The Evolution of Morality and the Morality of Evolution

October 25th, 2010

St Anne’s College, Oxford 8-11 July.

Confirmed Plenary Speakers include:

Edward J. Larson (Pepperdine University)

Ronald L. Numbers (University of Wisconsin-Madison)

Stephen J. Pope (Boston College)

Michael Ruse (Florida State University)

Naomi Beck (Konrad Lorenz Institute for Evolution and Cognition Studies)

Jeff Schloss (Westmount College, CA)

Source: Ian Ramsey Centre, Cambridge, UK.

In 1876, the great utilitarian philosopher Henry Sigwick announced that the theory of evolution ‘has little bearing on ethics’.   This opinion held sway among philosophers and biologists for almost 100 years, bolstered by the belief that the naturalistic fallacy had foreclosed on this question.  From the 1970s, however, new work on kin selection, altruism, and co-operation reopened the debate.  The same period witnessed growing interest from elements of the philosophical community interested in exploring questions raised for moral philosophy by evolutionary psychology and ethology.  Theologians, too, have been concerned to assess whether this burgeoning field has implications for traditional theological doctrines.  As a consequence of these developments evolutionary ethics is now a lively interdisciplinary field that seeks to address both the explanation of moral behaviours and their justification.   This conference seeks to explore these new developments concerning the evolution of morality and their broader ramifications.

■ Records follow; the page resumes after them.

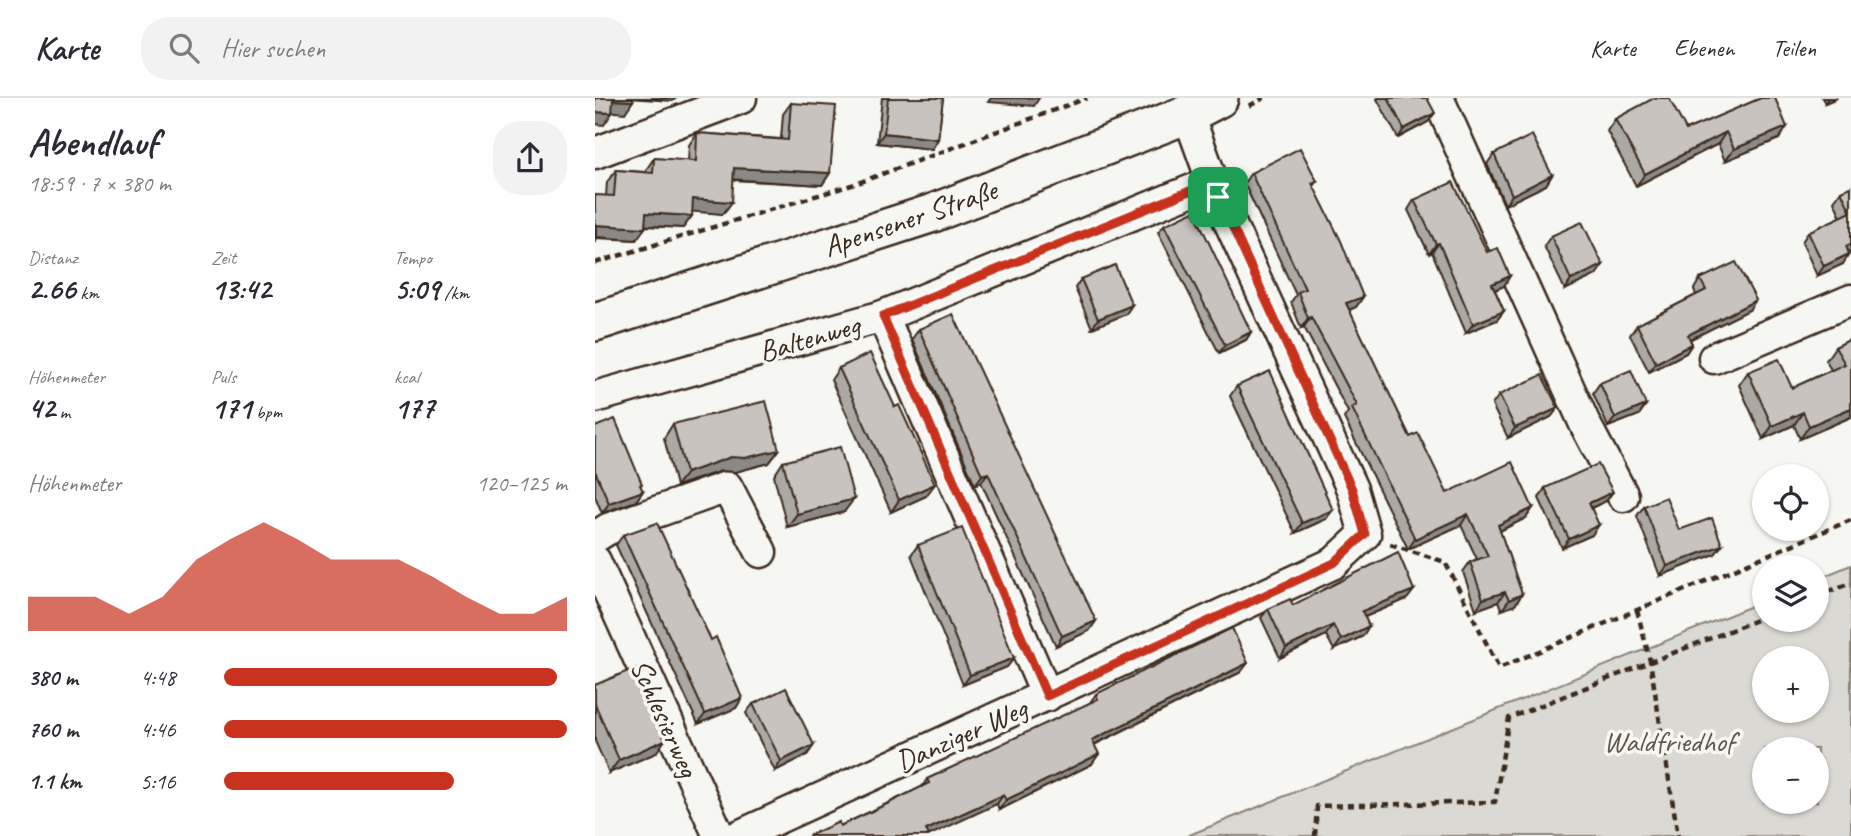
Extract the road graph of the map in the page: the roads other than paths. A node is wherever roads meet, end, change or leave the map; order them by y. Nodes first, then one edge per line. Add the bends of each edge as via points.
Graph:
1 (741, 98) edge
2 (1438, 98) edge
3 (1204, 106) edge
4 (595, 153) edge
5 (1212, 182) junction
6 (1851, 300) edge
7 (883, 316) junction
8 (595, 322) edge
9 (1714, 358) dead end
10 (595, 397) edge
11 (1623, 496) dead end
12 (595, 537) edge
13 (761, 552) dead end
14 (595, 561) edge
15 (1047, 696) junction
16 (719, 836) edge
17 (739, 836) edge

1 - 4 street
2 - 11 street via 1585,425
3 - 5 street
3 - 8 main road, Apensener Straße via 933,213
5 - 7 street, Baltenweg
5 - 15 street, Danziger Weg via 1352,489 1365,534 1334,563
6 - 9 street
7 - 10 street, Baltenweg
7 - 15 street
12 - 13 street via 727,487
14 - 16 street, Schlesierweg
15 - 17 street, Danziger Weg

In addition to the evolution of morality, this conference also seeks to explore what might be called ‘the morality of evolution’.  While moral philosophers have only recently begun to take an interest in evolutionary theory, from the nineteenth century onwards evolution had been associated with various ideological movements, including what might loosely be termed ‘Social Darwinism’.   Furthermore, critics of evolution have often claimed that it has undesirable moral consequences, linking it to racism, imperialism, rampant capitalism and eugenics.  Papers offering accounts of the appropriation of evolutionary thinking for social programmes, or addressing the role of moral issues in anti-evolutionary rhetoric are also invited.